So when I found out that the traveling exhibit of Pharaoh Tutankhamun's burial treasures was coming somewhat nearby, I was very excited. I had, after all, spent hours as a teen, attempting to decipher the hieroglyphs on his sarcophagus in order to translate them. The exhibit has been here for a few months, and I was excited to go, even if it meant spending 4 hours in the car.

The Golden Gate Bridge is peeking up in the distance on the right


Driving through San Francisco always makes me claustrophobic. Look at how close the houses are. I know some people don't mind living like that, but I would wither and die. I think I was born in the wrong century. I need the wild.

The exhibit was at the De Young Museum, and to get there, we passed by the Japanese Tea Gardens.
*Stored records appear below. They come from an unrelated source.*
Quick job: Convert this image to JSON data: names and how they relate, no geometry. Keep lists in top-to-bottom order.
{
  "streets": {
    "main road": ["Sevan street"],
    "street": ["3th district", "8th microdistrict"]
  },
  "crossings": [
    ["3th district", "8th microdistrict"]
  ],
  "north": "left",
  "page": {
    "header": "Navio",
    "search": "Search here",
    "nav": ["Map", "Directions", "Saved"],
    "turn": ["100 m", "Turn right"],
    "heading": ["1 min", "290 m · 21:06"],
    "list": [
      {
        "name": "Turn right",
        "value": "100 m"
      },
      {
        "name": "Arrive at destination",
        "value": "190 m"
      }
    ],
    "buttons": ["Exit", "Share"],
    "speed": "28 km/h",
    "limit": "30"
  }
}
Here's a peek at the tranquil beauty of the gardens in spring.

Blossoms!







I've been watching Tom Hanks and Steven Spielberg's miniseries The Pacific every week, about WWII fighting in, you guessed it, the Pacific. I love to think about the fact that during our grandparents' generation, the Japanese were our enemy, yet now we are friends, and California, a state built by many Japanese immigrants, now celebrates its immigrant heritage.

Approaching the museum. The palm trees already reminded me of Egypt.




There was no photography allowed inside the exhibit, which is understandable, and the exhibit was wonderful. It takes about 90 minutes from start to finish, and the artifacts begin in the Amarna Period with Tuja and Yuja, Tut's great-grandparents, including Tuja's resplendent sarcophagus and death mask. The exhibit then moved on to show relics from Akhenaten's time as pharaoh, in which he radically changed the religion from the worship of many gods to the worship of one, the sun. The backlash from Akhenaten's rein was severe, and much of his art and written records were destroyed by the priests. Tut attempted to restore the traditional religion of the region. On display were several gold-gilded treasures found in his tomb, including canopic jars, perfume bottles, and various statues meant to serve and protect the king in the afterlife.

My favorite artifacts, however, were the items that showed signs of wear, indicating that Tut had used them in his life. A square, unadorned jewelery box, for example, pulled me in, and though most passed it by because its was marble and not much to look at compared to all of the gold and stone-encrusted treasures elsewhere, I couldn't walk away. He had touched that box, 3,000 years ago. Perhaps, after a long day, he had chatted with his wife as he took off his jewelery and stored it within before lying down, the breeze blowing through the open window and caressing his skin.

My other favorite artifacts were a scarab bracelet and a headdress that he wore. Both were gorgeous and reflected exquisite craftsmanship. Did he wear that bracelet then put it in the jewelry box? Was it a favorite of his? Was it heavy on his wrist? Did it slide down and bump against his hand? And did the headdress pinch his hair? How did it make him feel to wear it?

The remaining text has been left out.